Metadata-Version: 2.4
Name: astro-provider-anyscale
Version: 1.1.0
Summary: An Apache Airflow provider package built by Astronomer to integrate with Anyscale.
Project-URL: Homepage, https://astronomer.io
Project-URL: Source, https://github.com/astronomer/astro-provider-anyscale/
Author-email: Astronomer <humans@astronomer.io>
License: Apache License 2.0
License-File: LICENSE
Classifier: Framework :: Apache Airflow
Classifier: Framework :: Apache Airflow :: Provider
Classifier: Intended Audience :: Developers
Classifier: License :: OSI Approved :: Apache Software License
Classifier: Operating System :: OS Independent
Classifier: Programming Language :: Python
Classifier: Programming Language :: Python :: 3
Classifier: Programming Language :: Python :: 3.8
Classifier: Programming Language :: Python :: 3.9
Classifier: Programming Language :: Python :: 3.10
Classifier: Programming Language :: Python :: 3.11
Classifier: Programming Language :: Python :: 3.12
Requires-Python: <3.13,>=3.8
Requires-Dist: anyscale>=0.24.54
Requires-Dist: apache-airflow>=2.7
Requires-Dist: pyyaml
Description-Content-Type: text/markdown

# astro-provider-anyscale

This repository provides a set of tools for integrating Anyscale with Apache Airflow, enabling the orchestration of Anyscale jobs and services within Airflow workflows. It includes a custom hook, two operators, and two triggers specifically designed for managing and monitoring Anyscale jobs and services.

### Components

#### Hook
- **AnyscaleHook**: Facilitates communication between Airflow and Anyscale. It uses the Anyscale API to interact with the Anyscale platform, providing methods to submit jobs, query their status, and manage services.

#### Operators
- **SubmitAnyscaleJob**: This operator submits a job to Anyscale. It takes configuration parameters for the job, such as the entrypoint, image URI, and compute configuration. The operator uses `AnyscaleHook` to handle the submission process.
- **RolloutAnyscaleService**: Similar to the job submission operator, this operator is designed to manage services on Anyscale. It can be used to deploy new services or update existing ones, leveraging `AnyscaleHook` for all interactions with the Anyscale API.

#### Triggers
- **AnyscaleJobTrigger**: Monitors the status of asynchronous jobs submitted via the `SubmitAnyscaleJob` operator. It ensures that the Airflow task waits until the job is completed before moving forward in the DAG.
- **AnyscaleServiceTrigger**: Works in a similar fashion to the `AnyscaleJobTrigger` but is focused on service rollout processes. It checks the status of the service being deployed or updated and returns control to Airflow upon completion.
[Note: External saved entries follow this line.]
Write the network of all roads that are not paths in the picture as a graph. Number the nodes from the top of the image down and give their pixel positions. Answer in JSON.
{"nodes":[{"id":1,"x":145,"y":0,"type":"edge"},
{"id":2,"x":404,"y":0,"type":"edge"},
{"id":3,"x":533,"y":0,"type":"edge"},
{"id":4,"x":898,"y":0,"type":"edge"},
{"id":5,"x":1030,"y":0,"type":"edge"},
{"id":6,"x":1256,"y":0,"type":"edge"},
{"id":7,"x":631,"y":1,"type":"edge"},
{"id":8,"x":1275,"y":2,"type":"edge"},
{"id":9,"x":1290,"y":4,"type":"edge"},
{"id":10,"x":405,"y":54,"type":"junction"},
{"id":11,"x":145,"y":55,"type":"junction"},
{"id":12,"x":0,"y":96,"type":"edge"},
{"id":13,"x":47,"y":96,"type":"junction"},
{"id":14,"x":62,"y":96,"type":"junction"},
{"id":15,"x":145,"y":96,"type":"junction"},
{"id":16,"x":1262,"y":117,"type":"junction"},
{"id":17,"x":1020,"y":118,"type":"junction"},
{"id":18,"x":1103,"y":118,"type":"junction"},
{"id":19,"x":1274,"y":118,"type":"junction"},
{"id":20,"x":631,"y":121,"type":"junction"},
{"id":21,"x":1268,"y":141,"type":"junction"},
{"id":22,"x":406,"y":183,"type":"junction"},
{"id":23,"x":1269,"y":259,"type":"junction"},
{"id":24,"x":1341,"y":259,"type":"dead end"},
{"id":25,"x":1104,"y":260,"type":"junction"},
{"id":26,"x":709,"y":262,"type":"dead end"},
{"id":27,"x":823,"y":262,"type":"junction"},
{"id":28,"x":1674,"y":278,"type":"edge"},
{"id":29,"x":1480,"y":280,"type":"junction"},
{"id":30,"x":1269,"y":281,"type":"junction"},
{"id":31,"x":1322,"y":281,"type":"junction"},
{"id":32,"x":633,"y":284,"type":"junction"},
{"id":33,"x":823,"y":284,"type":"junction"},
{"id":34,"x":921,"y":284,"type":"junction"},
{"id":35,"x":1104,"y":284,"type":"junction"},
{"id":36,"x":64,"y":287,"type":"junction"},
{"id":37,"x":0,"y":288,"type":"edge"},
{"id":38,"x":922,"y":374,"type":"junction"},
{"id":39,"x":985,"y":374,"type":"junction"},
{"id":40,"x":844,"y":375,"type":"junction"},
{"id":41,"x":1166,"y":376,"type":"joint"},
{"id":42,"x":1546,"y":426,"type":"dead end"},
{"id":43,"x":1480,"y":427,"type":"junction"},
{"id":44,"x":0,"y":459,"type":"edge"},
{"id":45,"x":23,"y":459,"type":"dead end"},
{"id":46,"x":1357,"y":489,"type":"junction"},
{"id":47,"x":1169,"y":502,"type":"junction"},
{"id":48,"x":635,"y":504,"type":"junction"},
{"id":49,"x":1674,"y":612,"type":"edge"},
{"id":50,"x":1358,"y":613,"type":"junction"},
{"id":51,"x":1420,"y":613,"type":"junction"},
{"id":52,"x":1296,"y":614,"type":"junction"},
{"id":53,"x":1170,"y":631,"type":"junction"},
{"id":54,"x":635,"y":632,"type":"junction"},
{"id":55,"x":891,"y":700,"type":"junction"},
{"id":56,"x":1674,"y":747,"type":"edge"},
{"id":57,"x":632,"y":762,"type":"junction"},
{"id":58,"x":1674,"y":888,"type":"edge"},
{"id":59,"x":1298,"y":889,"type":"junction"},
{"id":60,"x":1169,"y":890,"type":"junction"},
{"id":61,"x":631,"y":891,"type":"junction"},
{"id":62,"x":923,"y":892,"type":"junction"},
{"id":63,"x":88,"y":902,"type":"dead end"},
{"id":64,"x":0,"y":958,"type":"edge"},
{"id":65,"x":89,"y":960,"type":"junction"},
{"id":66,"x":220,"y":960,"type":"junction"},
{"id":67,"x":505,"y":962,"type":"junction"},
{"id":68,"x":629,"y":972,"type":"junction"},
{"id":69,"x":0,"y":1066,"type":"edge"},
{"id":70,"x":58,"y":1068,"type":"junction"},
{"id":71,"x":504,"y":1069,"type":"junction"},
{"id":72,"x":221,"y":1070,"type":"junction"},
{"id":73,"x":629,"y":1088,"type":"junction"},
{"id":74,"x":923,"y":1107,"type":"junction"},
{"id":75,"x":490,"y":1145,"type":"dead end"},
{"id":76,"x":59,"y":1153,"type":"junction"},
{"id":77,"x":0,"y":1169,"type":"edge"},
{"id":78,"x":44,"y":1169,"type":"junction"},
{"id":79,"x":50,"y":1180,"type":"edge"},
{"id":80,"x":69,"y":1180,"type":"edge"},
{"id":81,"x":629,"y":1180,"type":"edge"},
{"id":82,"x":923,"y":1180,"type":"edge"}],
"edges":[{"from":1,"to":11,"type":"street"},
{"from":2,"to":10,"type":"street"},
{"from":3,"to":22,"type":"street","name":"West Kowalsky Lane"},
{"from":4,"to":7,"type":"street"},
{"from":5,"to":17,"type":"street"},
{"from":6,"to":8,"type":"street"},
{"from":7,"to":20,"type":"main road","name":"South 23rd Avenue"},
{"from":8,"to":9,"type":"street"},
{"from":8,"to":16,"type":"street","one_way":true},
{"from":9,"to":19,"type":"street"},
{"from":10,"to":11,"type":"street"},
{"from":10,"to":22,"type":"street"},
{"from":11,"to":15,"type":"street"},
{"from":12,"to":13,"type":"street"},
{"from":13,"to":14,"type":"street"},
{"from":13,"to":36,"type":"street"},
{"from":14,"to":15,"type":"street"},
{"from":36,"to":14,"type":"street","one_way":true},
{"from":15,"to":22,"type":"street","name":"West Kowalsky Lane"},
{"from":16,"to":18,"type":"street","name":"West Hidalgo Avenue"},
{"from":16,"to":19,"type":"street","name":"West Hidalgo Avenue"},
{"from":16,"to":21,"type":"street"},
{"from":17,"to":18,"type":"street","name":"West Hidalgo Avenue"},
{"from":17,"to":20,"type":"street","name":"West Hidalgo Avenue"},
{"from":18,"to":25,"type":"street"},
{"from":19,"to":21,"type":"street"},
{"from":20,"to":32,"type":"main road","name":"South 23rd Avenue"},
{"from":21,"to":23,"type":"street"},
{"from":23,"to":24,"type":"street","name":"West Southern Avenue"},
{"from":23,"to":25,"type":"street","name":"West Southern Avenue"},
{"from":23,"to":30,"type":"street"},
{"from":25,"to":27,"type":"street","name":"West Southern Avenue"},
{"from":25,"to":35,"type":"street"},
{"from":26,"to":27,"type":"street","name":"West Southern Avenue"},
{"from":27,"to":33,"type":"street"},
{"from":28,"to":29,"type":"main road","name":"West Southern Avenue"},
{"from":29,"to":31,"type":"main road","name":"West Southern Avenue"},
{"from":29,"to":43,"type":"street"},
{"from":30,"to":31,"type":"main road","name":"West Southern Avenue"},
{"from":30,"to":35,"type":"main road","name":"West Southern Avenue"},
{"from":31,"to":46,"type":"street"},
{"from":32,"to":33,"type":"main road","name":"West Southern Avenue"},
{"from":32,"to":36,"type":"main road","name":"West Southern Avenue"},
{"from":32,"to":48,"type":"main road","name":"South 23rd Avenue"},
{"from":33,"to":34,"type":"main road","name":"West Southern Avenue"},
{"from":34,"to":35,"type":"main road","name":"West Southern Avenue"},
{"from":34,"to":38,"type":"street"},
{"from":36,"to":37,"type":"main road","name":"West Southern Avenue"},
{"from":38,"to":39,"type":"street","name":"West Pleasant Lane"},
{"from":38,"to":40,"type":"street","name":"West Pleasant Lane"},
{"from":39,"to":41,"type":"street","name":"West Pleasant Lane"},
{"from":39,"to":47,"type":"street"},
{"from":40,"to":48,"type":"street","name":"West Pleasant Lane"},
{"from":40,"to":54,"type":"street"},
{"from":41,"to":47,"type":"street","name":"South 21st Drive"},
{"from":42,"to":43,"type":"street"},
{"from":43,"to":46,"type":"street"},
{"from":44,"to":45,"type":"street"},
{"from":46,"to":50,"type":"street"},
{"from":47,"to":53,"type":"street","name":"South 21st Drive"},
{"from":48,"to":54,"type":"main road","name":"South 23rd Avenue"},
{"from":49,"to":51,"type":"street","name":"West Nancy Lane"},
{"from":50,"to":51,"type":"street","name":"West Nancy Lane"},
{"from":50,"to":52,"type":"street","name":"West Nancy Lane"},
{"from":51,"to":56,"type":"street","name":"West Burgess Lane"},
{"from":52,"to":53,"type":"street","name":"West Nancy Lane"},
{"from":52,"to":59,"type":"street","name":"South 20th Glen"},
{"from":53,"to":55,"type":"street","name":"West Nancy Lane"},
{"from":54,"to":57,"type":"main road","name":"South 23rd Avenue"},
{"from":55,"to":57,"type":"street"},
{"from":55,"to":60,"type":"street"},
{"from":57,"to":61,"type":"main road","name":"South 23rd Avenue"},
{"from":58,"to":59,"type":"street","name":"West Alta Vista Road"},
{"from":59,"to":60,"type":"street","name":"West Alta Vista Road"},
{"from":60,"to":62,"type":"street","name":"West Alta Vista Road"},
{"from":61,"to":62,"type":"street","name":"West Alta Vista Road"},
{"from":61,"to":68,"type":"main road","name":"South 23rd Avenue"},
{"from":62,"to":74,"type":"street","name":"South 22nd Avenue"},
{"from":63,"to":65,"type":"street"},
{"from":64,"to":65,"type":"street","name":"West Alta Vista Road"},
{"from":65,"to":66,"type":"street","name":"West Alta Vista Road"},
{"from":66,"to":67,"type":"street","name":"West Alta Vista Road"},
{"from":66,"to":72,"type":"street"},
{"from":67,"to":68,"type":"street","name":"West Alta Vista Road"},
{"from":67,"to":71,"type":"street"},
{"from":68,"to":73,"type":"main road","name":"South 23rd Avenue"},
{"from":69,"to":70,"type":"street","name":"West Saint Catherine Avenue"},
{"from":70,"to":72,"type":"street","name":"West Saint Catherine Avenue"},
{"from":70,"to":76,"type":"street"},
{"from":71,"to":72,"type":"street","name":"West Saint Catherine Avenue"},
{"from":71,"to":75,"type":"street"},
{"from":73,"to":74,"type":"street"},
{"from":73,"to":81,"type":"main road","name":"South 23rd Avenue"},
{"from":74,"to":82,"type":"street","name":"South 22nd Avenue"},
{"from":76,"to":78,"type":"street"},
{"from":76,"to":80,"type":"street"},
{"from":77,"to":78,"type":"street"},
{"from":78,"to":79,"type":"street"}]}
### Configuration Details for Anyscale Integration

To integrate Airflow with Anyscale, you will need to provide several configuration details:

- **Anyscale API Token**: Obtain your API token either by using the anyscale cli or through the [Anyscale console](https://console.anyscale.com/v2/api-keys?api-keys-tab=platform).

- **Compute Config (optional)**: If you want to constrain autoscaling, you can specify the compute cluster that will execute your Ray script by either:
  - Dynamically providing this via the `compute_config` input parameter, or
  - Creating a compute configuration in Anyscale and using the resulting ID in the `compute_config_id` parameter.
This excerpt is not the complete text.